Secondly, top-down approach envisaging tax relief, utility rate relief and cheaper credit with implications on the budgeted tax target and therefore on the budget deficit - an inflationary policy as and when it reaches an unsustainable level that has been evident for the past three years.
And finally, dealing with inflation through higher subsidies (Tarin mentioned the amount of 100 to 150 billion rupees which would further raise current expenditure) and through administrative measures which have so far proved elusive mainly because the government's reliance on import duties and petroleum levy as sources of revenue raise prices by a lot more than can be brought down by administrative measures alone.
Today political pragmatism dictates that the government's focus must be on reducing inflation and that can only be achieved by a massive reduction in current expenditure given that tax enhancement measures through better enforcement remain pending to this day.
Prime Minister Khan has already exhausted his capacity to decrease current expenditure associated with members of his entire cabinet and the presidency, including sale of a fleet of cars in the Prime Minister's house and water buffaloes.
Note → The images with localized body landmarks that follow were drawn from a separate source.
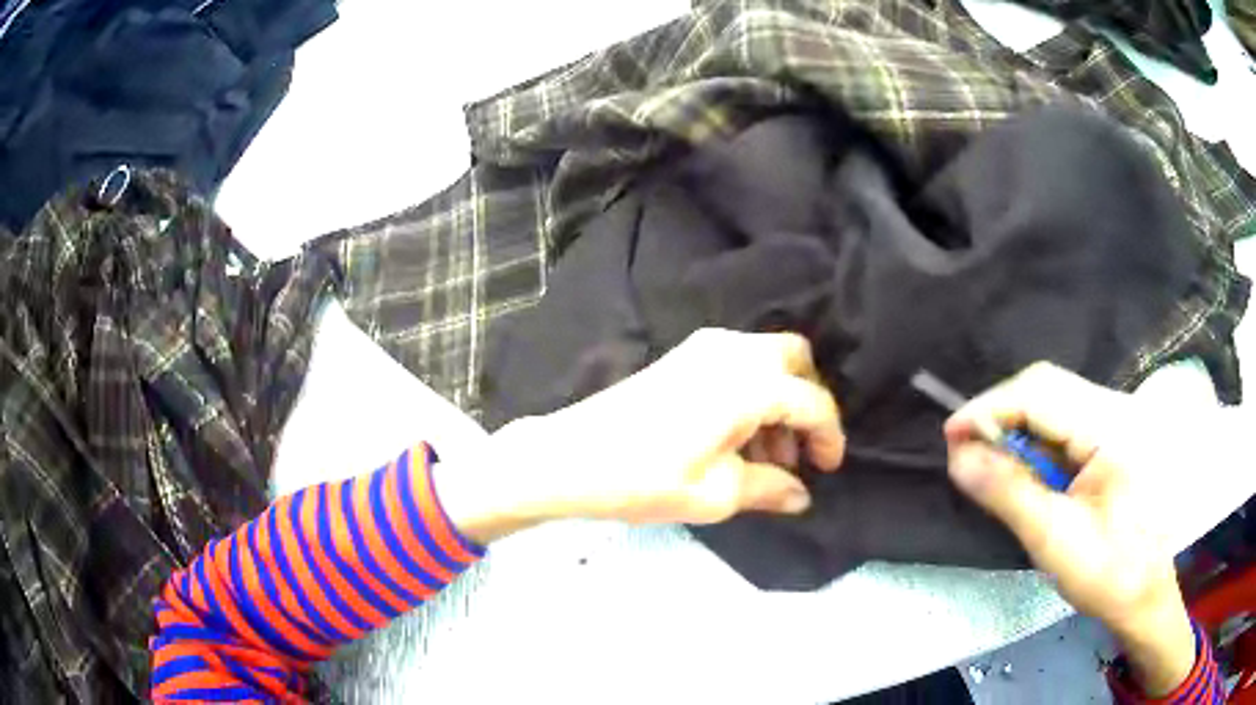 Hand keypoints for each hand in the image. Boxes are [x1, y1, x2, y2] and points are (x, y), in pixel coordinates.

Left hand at [435, 329, 844, 539]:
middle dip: (807, 404)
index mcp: (749, 383)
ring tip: (765, 457)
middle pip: (796, 360)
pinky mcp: (682, 355)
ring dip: (778, 400)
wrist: (569, 458)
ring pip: (766, 360)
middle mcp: (732, 351)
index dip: (829, 437)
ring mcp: (703, 347)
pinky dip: (751, 391)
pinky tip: (736, 437)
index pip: (812, 401)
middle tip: (796, 454)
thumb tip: (802, 495)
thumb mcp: (716, 495)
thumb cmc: (645, 480)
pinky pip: (737, 363)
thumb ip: (770, 489)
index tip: (827, 470)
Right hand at [945, 363, 1194, 695]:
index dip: (991, 408)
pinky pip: (1067, 422)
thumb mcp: (1055, 540)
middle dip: (1002, 414)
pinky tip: (1026, 471)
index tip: (950, 436)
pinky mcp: (1116, 434)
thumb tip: (958, 456)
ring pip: (1056, 401)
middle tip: (965, 450)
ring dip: (1018, 428)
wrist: (1146, 593)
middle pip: (1047, 387)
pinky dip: (1037, 441)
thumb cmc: (1109, 574)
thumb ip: (1009, 492)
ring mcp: (1120, 418)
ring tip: (990, 463)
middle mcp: (1118, 407)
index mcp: (1113, 427)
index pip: (1041, 392) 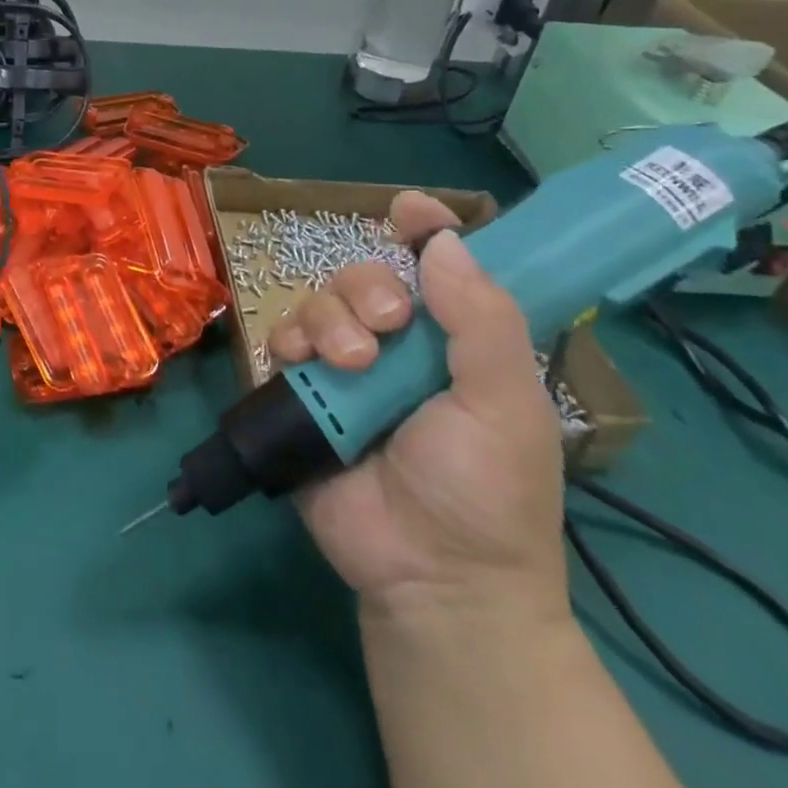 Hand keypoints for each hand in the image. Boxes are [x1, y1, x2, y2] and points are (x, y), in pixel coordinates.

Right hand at [266, 192, 566, 627]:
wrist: (431, 577)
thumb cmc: (487, 490)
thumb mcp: (505, 404)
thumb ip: (481, 320)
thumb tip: (445, 240)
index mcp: (456, 341)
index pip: (439, 266)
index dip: (426, 230)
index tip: (409, 210)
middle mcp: (399, 345)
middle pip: (366, 276)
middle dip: (369, 288)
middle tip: (386, 326)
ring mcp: (346, 368)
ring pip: (320, 302)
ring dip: (330, 320)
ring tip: (352, 365)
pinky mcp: (302, 394)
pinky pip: (282, 341)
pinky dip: (289, 341)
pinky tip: (304, 366) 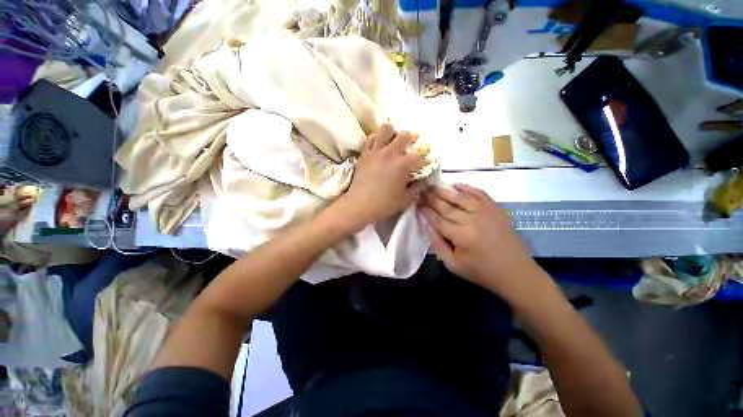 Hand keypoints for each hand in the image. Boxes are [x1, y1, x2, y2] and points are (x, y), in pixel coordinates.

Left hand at [339, 124, 426, 228]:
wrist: (359, 205)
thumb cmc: (384, 204)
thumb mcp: (405, 199)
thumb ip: (417, 187)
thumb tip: (423, 179)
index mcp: (404, 165)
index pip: (420, 153)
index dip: (425, 154)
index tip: (425, 157)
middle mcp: (391, 153)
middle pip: (405, 134)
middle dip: (412, 138)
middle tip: (411, 146)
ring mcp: (376, 151)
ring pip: (386, 129)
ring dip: (393, 133)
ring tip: (393, 141)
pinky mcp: (365, 153)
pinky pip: (371, 137)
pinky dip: (377, 137)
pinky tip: (379, 145)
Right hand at [420, 184, 545, 302]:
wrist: (515, 272)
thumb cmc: (480, 271)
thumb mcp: (452, 264)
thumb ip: (437, 243)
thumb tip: (426, 224)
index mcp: (460, 236)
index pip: (437, 219)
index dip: (425, 210)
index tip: (416, 202)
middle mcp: (472, 220)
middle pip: (446, 205)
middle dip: (431, 197)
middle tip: (420, 190)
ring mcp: (485, 211)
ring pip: (460, 196)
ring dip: (445, 190)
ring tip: (433, 185)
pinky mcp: (495, 208)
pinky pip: (479, 193)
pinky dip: (466, 187)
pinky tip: (455, 184)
He now needs to focus on reducing other expenditure that has been rising at an alarming rate during the past three years requiring urgent policy changes (for example pension reforms that make the contribution of the employee mandatory as in other countries) and a spirit of sacrifice from both civilian and military personnel.
The magic number given that debt repayment this year as well, second year running, is zero due to the G-7 Debt Relief Initiative to enable poor countries to deal with Covid-19 should ideally be around a trillion rupees. Thus a reduction in current expenditure would almost certainly strengthen Pakistan's negotiating position with the IMF and enable Tarin to have his cake and eat it too.
Today the country is heavily reliant on China as a (i) lender (China made good the shortfall after Saudi Arabia recalled its 3 billion dollar loan procured early 2019), (ii) a foreign investor under the China Pakistan Economic Corridor umbrella though the Chinese Ambassador has reportedly expressed his serious concerns on behalf of the government and the investors for Pakistan not meeting its pledges; and (iii) as a trade partner with Prime Minister's Commerce Advisor and Finance Minister both repeatedly stating that there needs to be a focus on entering the Chinese market. Disturbingly, this fails to take account of China's historically traditional mechanism of extending aid, investment and trade.
To conclude, the way out that is to adopt the mantra slash current expenditure from every single component. This would be politically challenging, though perhaps not so much in terms of voters as in terms of abandonment of the one page policy.